**INPUT DATA**
:::
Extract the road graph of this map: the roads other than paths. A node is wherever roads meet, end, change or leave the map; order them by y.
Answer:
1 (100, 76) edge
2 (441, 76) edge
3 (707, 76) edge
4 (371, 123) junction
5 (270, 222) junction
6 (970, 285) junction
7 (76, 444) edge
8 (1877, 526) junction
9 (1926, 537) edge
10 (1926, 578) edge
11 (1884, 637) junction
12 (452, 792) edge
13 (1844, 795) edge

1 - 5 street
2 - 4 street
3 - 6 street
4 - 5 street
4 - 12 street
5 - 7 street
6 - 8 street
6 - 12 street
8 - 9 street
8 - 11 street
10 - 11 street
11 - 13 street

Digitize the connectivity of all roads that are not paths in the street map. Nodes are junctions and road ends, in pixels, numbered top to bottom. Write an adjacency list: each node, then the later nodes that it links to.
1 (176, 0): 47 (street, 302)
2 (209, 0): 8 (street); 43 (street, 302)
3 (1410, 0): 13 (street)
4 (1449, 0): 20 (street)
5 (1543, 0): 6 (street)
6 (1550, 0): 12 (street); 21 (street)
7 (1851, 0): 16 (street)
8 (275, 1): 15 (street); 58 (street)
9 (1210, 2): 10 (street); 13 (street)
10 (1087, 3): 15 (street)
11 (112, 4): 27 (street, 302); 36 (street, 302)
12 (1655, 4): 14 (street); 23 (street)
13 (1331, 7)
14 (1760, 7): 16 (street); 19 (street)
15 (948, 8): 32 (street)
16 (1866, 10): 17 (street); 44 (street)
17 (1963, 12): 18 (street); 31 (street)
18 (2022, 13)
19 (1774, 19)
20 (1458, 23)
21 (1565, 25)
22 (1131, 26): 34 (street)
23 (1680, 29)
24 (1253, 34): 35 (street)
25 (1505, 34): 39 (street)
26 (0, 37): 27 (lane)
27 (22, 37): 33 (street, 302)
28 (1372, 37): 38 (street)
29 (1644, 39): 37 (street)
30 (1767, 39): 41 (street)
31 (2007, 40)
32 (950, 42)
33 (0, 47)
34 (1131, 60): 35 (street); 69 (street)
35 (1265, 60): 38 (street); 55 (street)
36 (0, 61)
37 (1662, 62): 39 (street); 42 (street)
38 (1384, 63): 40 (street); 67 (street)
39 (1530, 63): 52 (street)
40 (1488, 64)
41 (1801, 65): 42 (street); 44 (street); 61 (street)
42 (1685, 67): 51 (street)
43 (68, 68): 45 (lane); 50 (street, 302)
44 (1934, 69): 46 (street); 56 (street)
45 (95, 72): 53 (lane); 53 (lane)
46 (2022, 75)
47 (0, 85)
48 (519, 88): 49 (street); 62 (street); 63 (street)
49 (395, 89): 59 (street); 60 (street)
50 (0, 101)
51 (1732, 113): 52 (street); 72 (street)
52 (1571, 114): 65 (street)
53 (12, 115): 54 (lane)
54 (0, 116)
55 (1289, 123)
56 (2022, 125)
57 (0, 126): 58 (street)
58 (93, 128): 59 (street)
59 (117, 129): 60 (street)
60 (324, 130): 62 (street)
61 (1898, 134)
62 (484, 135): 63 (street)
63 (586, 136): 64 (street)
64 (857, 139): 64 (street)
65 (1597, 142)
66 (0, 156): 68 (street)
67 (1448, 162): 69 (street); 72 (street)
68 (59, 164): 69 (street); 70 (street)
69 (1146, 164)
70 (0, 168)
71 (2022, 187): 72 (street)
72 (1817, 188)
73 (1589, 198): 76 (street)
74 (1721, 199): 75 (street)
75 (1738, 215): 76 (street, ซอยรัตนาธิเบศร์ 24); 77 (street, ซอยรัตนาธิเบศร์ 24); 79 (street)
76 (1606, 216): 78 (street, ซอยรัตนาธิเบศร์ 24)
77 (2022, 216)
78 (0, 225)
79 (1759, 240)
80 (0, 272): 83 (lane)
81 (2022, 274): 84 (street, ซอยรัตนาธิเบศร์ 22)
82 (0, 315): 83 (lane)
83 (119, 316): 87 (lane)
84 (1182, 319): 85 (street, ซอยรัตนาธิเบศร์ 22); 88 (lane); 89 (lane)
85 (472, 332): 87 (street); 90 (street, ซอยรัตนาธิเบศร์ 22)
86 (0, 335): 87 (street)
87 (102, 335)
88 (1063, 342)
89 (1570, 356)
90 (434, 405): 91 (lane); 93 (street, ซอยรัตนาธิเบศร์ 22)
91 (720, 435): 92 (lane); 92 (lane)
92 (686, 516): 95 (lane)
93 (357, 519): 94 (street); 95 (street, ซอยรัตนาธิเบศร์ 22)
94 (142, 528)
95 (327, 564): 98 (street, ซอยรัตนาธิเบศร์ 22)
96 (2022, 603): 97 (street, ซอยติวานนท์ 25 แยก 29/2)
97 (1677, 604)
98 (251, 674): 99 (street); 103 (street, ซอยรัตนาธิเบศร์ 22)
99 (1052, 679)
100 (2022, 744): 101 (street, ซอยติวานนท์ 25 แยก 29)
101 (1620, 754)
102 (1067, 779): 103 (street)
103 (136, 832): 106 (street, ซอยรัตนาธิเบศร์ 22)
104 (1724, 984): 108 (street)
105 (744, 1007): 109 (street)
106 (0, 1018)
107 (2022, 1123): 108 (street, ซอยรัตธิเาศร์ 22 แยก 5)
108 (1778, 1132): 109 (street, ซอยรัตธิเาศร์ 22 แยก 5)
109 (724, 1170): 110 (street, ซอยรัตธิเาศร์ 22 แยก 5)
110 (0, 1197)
:::
**THE PROBLEM**
Down to the last line, retype the entries above exactly.

**TASK RESPONSE**
Extract the road graph of this map: the roads other than paths. A node is wherever roads meet, end, change or leave the map; order them by y.
Answer:
1 (100, 76) edge
2 (441, 76) edge
3 (707, 76) edge
4 (371, 123) junction
5 (270, 222) junction
6 (970, 285) junction
7 (76, 444) edge
8 (1877, 526) junction
9 (1926, 537) edge
10 (1926, 578) edge
11 (1884, 637) junction
12 (452, 792) edge
13 (1844, 795) edge

1 - 5 street
2 - 4 street
3 - 6 street
4 - 5 street
4 - 12 street
5 - 7 street
6 - 8 street
6 - 12 street
8 - 9 street
8 - 11 street
10 - 11 street
11 - 13 street

Digitize the connectivity of all roads that are not paths in the street map. Nodes are junctions and road ends, in pixels, numbered top to bottom. Write an adjacency list: each node, then the later nodes that it links to.
1 (176, 0): 47 (street, 302)
2 (209, 0): 8 (street); 43 (street, 302)
3 (1410, 0): 13 (street)
4 (1449, 0): 20 (street)
5 (1543, 0): 6 (street)
6 (1550, 0): 12 (street); 21 (street)
7 (1851, 0): 16 (street)
8 (275, 1): 15 (street); 58 (street)
9 (1210, 2): 10 (street); 13 (street)
10 (1087, 3): 15 (street)
11 (112, 4): 27 (street, 302); 36 (street, 302)
12 (1655, 4): 14 (street); 23 (street)
13 (1331, 7)
14 (1760, 7): 16 (street); 19 (street)
15 (948, 8): 32 (street)
16 (1866, 10): 17 (street); 44 (street)
17 (1963, 12): 18 (street); 31 (street)
18 (2022, 13)
19 (1774, 19)
20 (1458, 23)
21 (1565, 25)
22 (1131, 26): 34 (street)
23 (1680, 29)
24 (1253, 34): 35 (street)
25 (1505, 34): 39 (street)
26 (0, 37): 27 (lane)
27 (22, 37): 33 (street, 302)
28 (1372, 37): 38 (street)
29 (1644, 39): 37 (street)
30 (1767, 39): 41 (street)
31 (2007, 40)
32 (950, 42)
33 (0, 47)
34 (1131, 60): 35 (street); 69 (street)
35 (1265, 60): 38 (street); 55 (street)
36 (0, 61)
37 (1662, 62): 39 (street); 42 (street)
38 (1384, 63): 40 (street); 67 (street)
39 (1530, 63): 52 (street)
40 (1488, 64)
41 (1801, 65): 42 (street); 44 (street); 61 (street)
42 (1685, 67): 51 (street)
43 (68, 68): 45 (lane); 50 (street, 302)
44 (1934, 69): 46 (street); 56 (street)
45 (95, 72): 53 (lane); 53 (lane)
46 (2022, 75)
47 (0, 85)
48 (519, 88): 49 (street); 62 (street); 63 (street)
49 (395, 89): 59 (street); 60 (street)
50 (0, 101)
51 (1732, 113): 52 (street); 72 (street)
52 (1571, 114): 65 (street)
53 (12, 115): 54 (lane)
54 (0, 116)
55 (1289, 123)
56 (2022, 125)
57 (0, 126): 58 (street)
58 (93, 128): 59 (street)
59 (117, 129): 60 (street)
60 (324, 130): 62 (street)
61 (1898, 134)
62 (484, 135): 63 (street)
63 (586, 136): 64 (street)
64 (857, 139): 64 (street)
65 (1597, 142)
66 (0, 156): 68 (street)
67 (1448, 162): 69 (street); 72 (street)
68 (59, 164): 69 (street); 70 (street)
69 (1146, 164)
70 (0, 168)
71 (2022, 187): 72 (street)
72 (1817, 188)
73 (1589, 198): 76 (street)
74 (1721, 199): 75 (street)
75 (1738, 215): 76 (street, ซอยรัตนาธิเบศร์ 24); 77 (street, ซอยรัตนาธิเบศร์ 24); 79 (street)
76 (1606, 216): 78 (street, ซอยรัตนาธิเบศร์ 24)
77 (2022, 216)
78 (0, 225)
79 (1759, 240)
80 (0, 272): 83 (lane)
81 (2022, 274): 84 (street, ซอยรัตนาธิเบศร์ 22)
82 (0, 315): 83 (lane)
83 (119, 316): 87 (lane)
84 (1182, 319): 85 (street, ซอยรัตนาธิเบศร์ 22); 88 (lane); 89 (lane)
85 (472, 332): 87 (street); 90 (street, ซอยรัตนาธิเบศร์ 22)
86 (0, 335): 87 (street)
87 (102, 335)
88 (1063, 342)
89 (1570, 356)
90 (434, 405): 91 (lane); 93 (street, ซอยรัตนาธิเบศร์ 22)
91 (720, 435): 92 (lane); 92 (lane)
92 (686, 516): 95 (lane)
93 (357, 519): 94 (street); 95 (street, ซอยรัตนาธิเบศร์ 22)
94 (142, 528)
95 (327, 564): 98 (street, ซอยรัตนาธิเบศร์ 22)
96 (2022, 603): 97 (street, ซอยติวานนท์ 25 แยก 29/2)
97 (1677, 604)
98 (251, 674): 99 (street); 103 (street, ซอยรัตนาธิเบศร์ 22)
99 (1052, 679)
100 (2022, 744): 101 (street, ซอยติวานนท์ 25 แยก 29)
101 (1620, 754)
102 (1067, 779): 103 (street)
103 (136, 832): 106 (street, ซอยรัตนาธิเบศร์ 22)
104 (1724, 984): 108 (street)
105 (744, 1007): 109 (street)
106 (0, 1018)
107 (2022, 1123): 108 (street, ซอยรัตธิเาศร์ 22 แยก 5)
108 (1778, 1132): 109 (street, ซอยรัตธิเาศร์ 22 แยก 5)
109 (724, 1170): 110 (street, ซอยรัตธิเาศร์ 22 แยก 5)
110 (0, 1197)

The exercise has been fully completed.